Required action:
Here is a block of records. Copy every line in it that includes "data".

Supplied material:
......
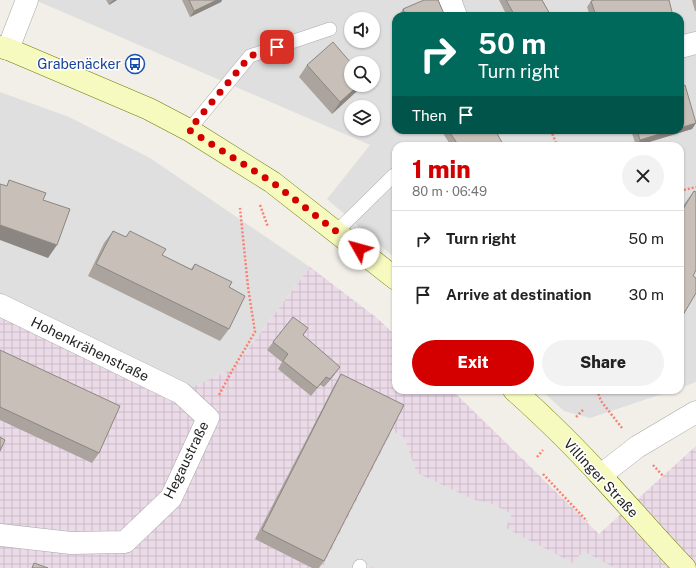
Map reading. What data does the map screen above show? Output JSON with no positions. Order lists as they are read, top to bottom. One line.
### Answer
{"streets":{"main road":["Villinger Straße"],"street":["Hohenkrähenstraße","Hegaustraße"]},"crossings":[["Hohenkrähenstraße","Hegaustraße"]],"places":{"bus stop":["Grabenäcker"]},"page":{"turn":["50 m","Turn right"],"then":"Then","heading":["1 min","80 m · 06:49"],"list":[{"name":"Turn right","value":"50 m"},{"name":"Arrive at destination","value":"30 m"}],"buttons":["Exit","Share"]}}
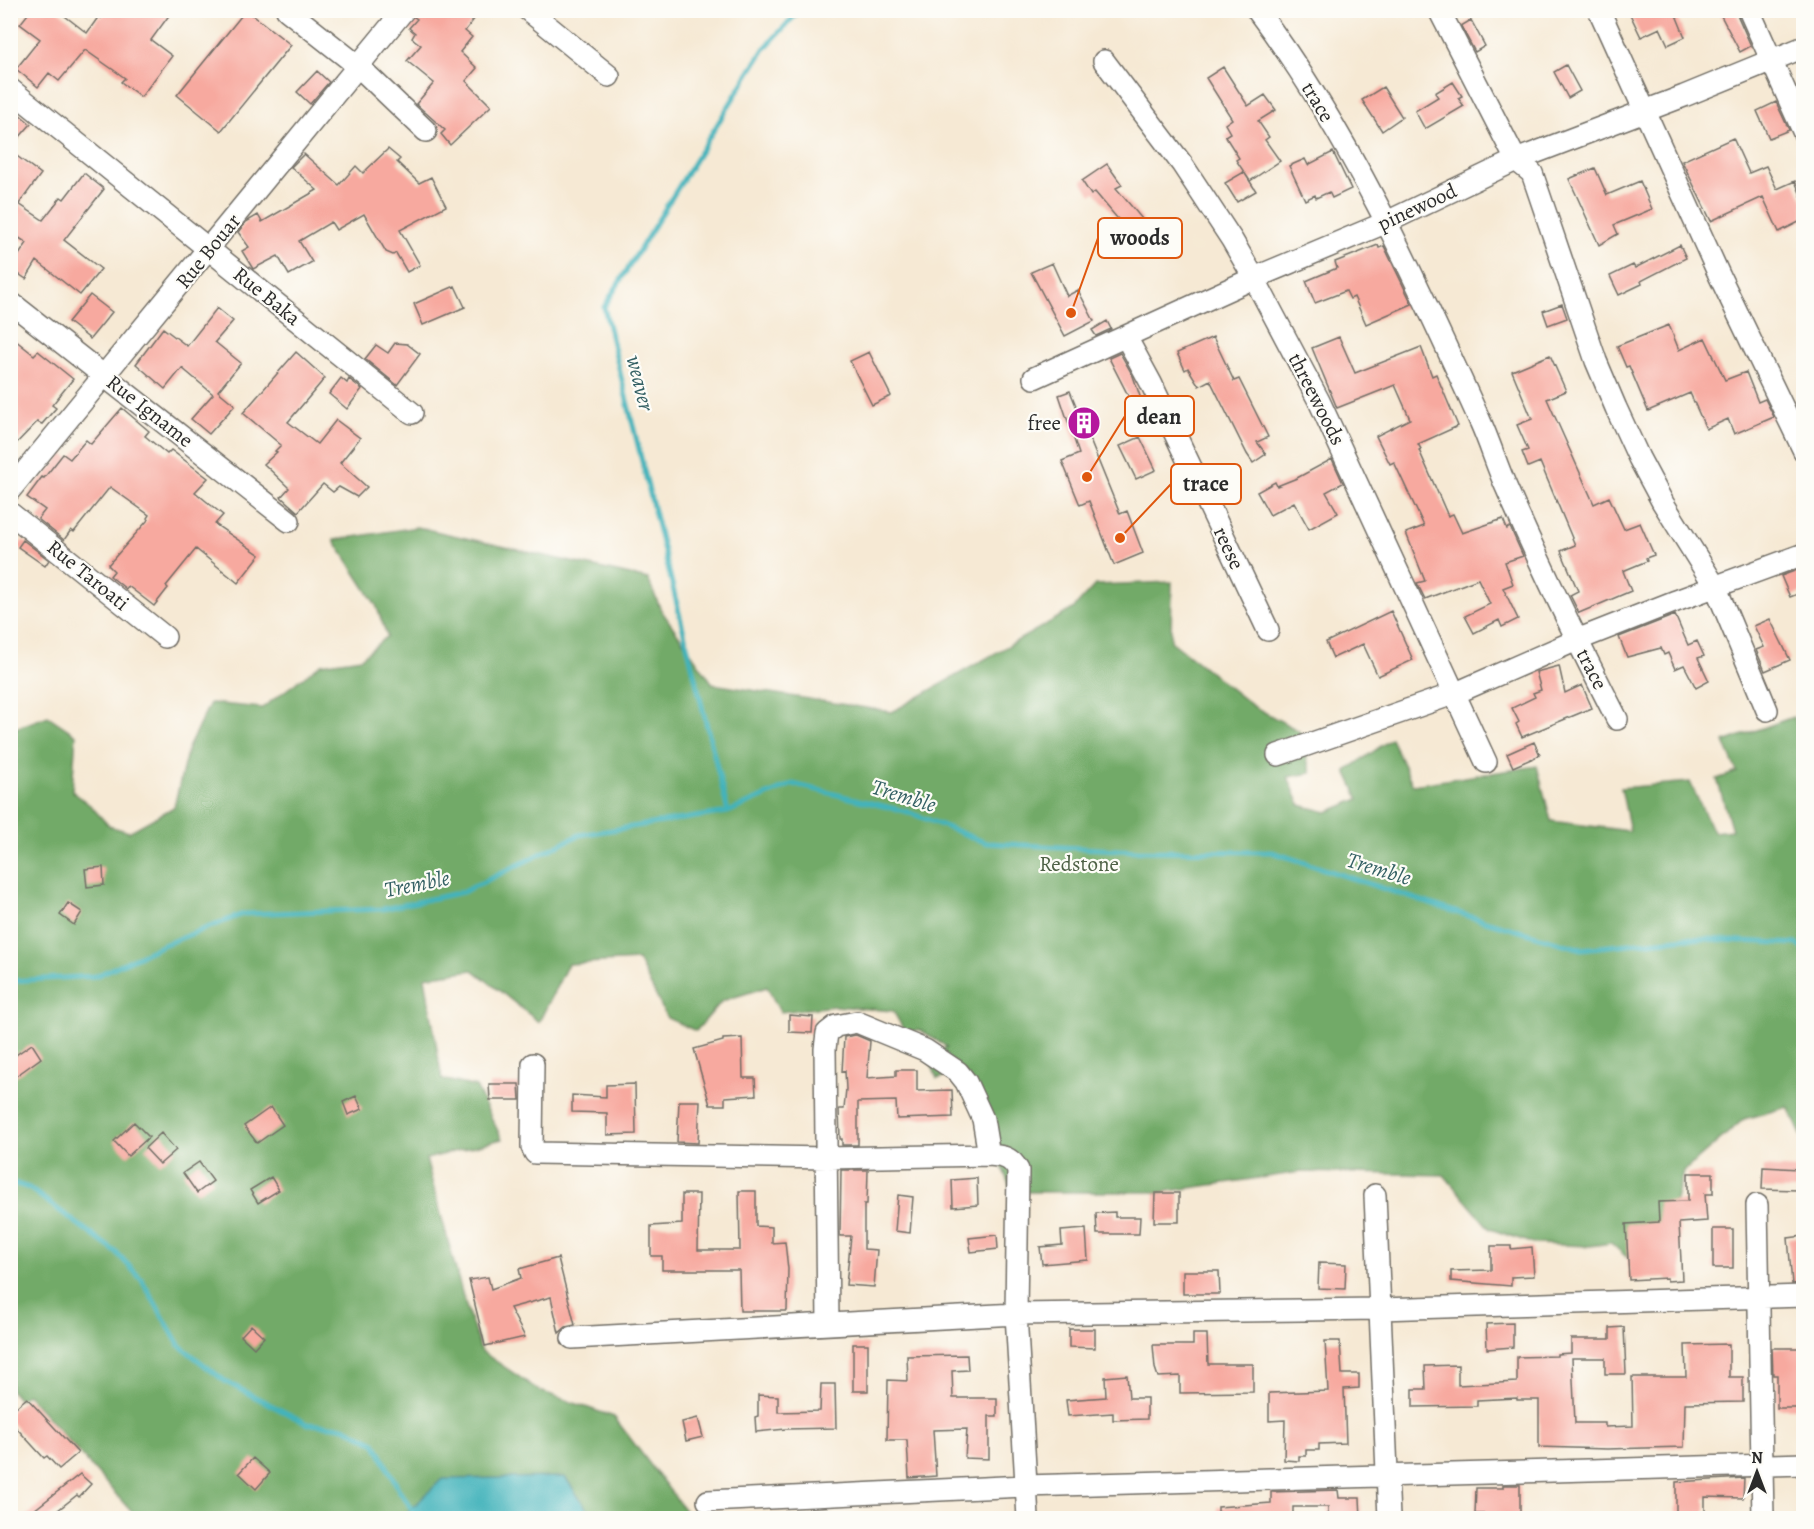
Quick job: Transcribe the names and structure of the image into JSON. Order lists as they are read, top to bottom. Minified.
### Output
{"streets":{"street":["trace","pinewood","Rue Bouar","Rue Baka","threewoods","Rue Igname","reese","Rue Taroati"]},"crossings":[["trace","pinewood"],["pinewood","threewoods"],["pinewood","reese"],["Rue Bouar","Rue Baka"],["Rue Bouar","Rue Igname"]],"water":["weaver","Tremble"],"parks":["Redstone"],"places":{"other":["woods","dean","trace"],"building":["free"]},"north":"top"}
......
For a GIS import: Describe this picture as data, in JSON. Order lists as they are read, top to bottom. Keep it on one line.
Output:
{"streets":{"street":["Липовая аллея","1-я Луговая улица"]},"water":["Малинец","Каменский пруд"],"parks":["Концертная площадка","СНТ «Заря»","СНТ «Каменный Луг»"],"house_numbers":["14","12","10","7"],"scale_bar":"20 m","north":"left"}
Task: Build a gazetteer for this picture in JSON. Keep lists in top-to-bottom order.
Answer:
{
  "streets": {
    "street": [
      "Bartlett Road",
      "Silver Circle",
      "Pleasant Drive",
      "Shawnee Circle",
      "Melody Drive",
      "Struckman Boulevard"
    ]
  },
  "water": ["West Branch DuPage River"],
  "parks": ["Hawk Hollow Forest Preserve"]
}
......
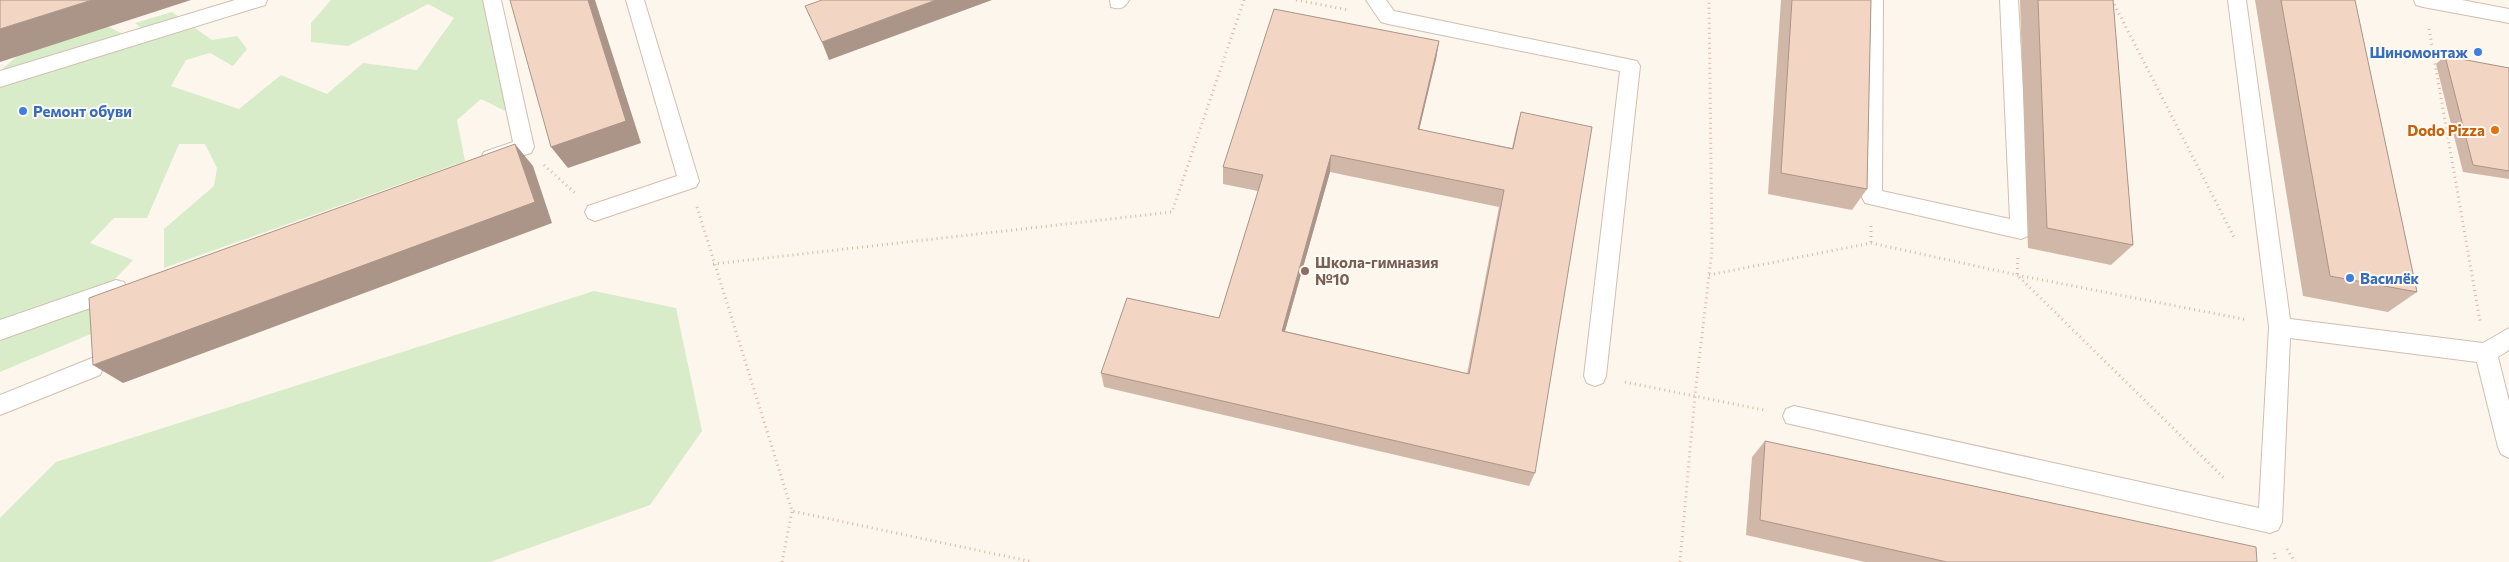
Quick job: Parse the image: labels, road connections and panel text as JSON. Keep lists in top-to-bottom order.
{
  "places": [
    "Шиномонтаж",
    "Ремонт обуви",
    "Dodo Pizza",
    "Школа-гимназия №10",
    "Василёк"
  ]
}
......
Task answer:
Map reading. What data does the map screen above show? Output JSON with no positions. Order lists as they are read, top to bottom. One line.
For a GIS import: Describe this picture as data, in JSON. Order lists as they are read, top to bottom. Keep it on one line.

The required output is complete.